Hundreds of Uruguayans ignored the recommendation to isolate themselves by COVID-19 and crowded this Thursday before the Legislative Palace, in Montevideo, to demonstrate against a law promoted by the Government, which they consider deepens punitive measures and increases social control.

Social organizations called to demonstrate against the Urgent Consideration Law (LUC), a package of more than 500 articles that include health, education, housing, security measures, among other things, and which was the Government's flagship during the electoral campaign.

Laughter, reunions, chinstraps, kisses and hugs were part of this massive move that seemed to forget the health emergency decreed by the pandemic on March 13.

The LUC is a mechanism provided for in the Uruguayan Constitution that allows the Executive Power to send a bill that it considers must be treated urgently and each chamber has 45 days to do so.

The president, Luis Lacalle Pou, announced on April 23 the entry of the law that formulated the center-right Multicolor Coalition that includes the National Party, the Colorado Party, the Independent Party, the Open Council and the People's Party.

Both the Broad Front, which governed the country from 2005 to 2020, and the social organizations are against the LUC since they understand that the moment in which it enters and accumulates many different issues that cannot be treated accordingly is not appropriate.

Regarding the content, the social organizations considered during the proclamation that this new regulation "deepens punitive and repressive measures" and increases social control.

"This draft of 501 articles proposes as the only measures to face insecurity the increase in penalties, the creation of new crimes gives greater powers to the Police for repression and social control, expanding the framework of impunity for the easy trigger and police violence in the streets, "they said.

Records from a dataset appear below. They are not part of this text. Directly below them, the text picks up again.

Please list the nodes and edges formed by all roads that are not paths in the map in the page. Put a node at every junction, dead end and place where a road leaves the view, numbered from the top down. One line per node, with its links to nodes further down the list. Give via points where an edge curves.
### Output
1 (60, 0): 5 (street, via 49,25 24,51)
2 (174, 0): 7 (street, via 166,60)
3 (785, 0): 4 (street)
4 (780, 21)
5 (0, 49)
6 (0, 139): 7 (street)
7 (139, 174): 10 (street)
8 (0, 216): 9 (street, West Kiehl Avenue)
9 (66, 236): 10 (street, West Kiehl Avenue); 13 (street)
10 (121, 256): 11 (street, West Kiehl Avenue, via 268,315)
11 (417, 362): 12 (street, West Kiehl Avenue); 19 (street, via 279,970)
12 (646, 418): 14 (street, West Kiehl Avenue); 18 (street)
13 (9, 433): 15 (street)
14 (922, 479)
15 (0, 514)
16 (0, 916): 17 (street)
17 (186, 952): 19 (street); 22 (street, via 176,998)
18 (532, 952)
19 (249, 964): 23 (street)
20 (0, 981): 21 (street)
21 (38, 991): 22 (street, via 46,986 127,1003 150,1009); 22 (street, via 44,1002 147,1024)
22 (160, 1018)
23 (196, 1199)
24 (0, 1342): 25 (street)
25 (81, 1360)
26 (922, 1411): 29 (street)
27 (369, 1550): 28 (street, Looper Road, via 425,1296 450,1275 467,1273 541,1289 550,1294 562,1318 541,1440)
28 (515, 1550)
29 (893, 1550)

The protesters assured that the LUC seeks to privatize public companies, takes away academic freedom from the education system and does not have concrete measures to reduce gender violence.

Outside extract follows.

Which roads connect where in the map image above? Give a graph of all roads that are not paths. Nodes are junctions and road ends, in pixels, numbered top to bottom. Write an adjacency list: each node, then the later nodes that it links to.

"We will continue to mobilize against this law and against all repressive measures, we will continue to shout no militarization. We face the urgent law of the rich in the streets," they concluded in the reading.

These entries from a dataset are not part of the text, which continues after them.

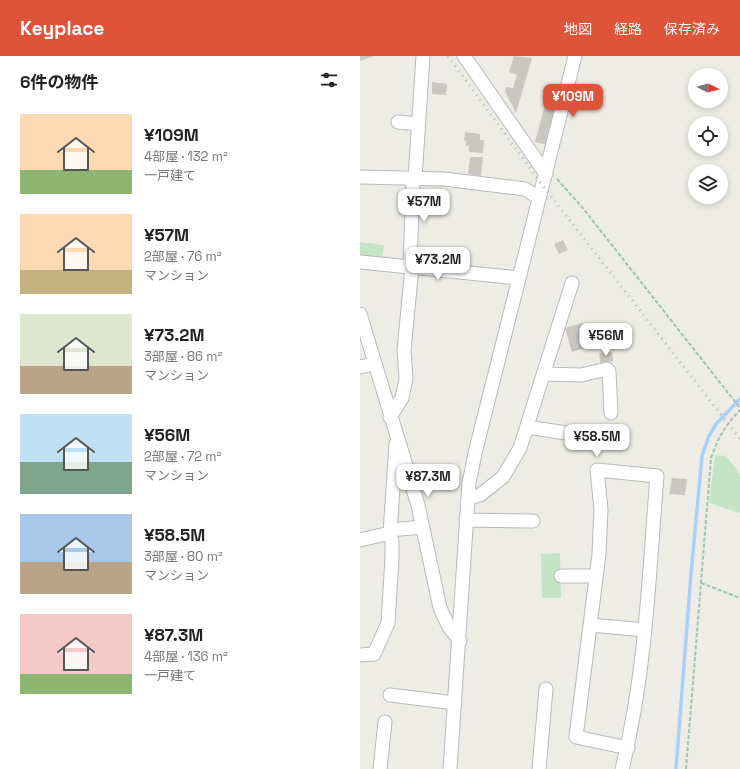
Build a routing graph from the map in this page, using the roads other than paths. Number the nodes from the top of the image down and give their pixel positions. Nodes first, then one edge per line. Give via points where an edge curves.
1 (423, 56) edge
2 (464, 56) edge
3 (575, 56) edge
4 (398, 122) dead end
5 (418, 124) junction
6 (546, 172) junction
7 (360, 177) edge
8 (414, 179) junction
9 (540, 198) junction
10 (360, 262) edge
11 (411, 267) junction
12 (519, 278) junction
13 (572, 283) dead end
14 (360, 314) edge
15 (374, 364) junction
16 (360, 368) edge
17 (543, 374) junction
18 (611, 414) dead end
19 (390, 417) junction
20 (527, 427) junction
21 (396, 438) junction
22 (622, 438) dead end
23 (468, 498) junction
24 (466, 520) junction
25 (532, 521) dead end
26 (422, 527) junction
27 (390, 531) junction
28 (360, 540) edge
29 (561, 576) dead end
30 (596, 576) junction
31 (590, 625) junction
32 (645, 630) junction
33 (460, 641) junction
34 (360, 655) edge
35 (546, 689) dead end
36 (390, 695) dead end
37 (455, 703) junction
38 (385, 722) dead end
39 (628, 748) junction
40 (380, 769) edge
41 (450, 769) edge
42 (539, 769) edge
43 (622, 769) edge

1 - 5 street
2 - 6 street
3 - 6 street
4 - 5 street
5 - 8 street
6 - 9 street
7 - 8 street
8 - 9 street via 444,179 525,189
8 - 11 street
9 - 12 street
10 - 11 street
11 - 12 street
11 - 19 street via 404,350 406,379 402,398
12 - 23 street via 476,449
13 - 17 street
14 - 15 street
15 - 16 street
15 - 19 street
17 - 18 street via 581,375 607,369
17 - 20 street
19 - 21 street
20 - 22 street via 586,436
20 - 23 street via 520,448 503,477 480,495
21 - 26 street via 418,505
21 - 27 street
23 - 24 street
24 - 25 street
24 - 33 street
26 - 27 street
26 - 33 street via 440,608 449,627
27 - 28 street
27 - 34 street via 392,558 388,623 374,654
29 - 30 street
30 - 31 street
30 - 32 street via 601,509 597,470 657,476
31 - 32 street
31 - 39 street via 576,737
32 - 39 street
33 - 37 street
35 - 42 street
36 - 37 street
37 - 41 street
38 - 40 street
39 - 43 street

From within the Parliament, the president of the House of Representatives, Martín Lema, and the vice president of Uruguay, Beatriz Argimón, assured that they tried to communicate with the protesters to meet and receive their proposals, but they refused.

"We proposed that a delegation join us now so that they can deliver proposals and listen to points of view. With respect and tolerance, always dialogue," Lema posted on his Twitter.

In Uruguay, according to official data, 724 cases of coronavirus and 19 deaths have been registered.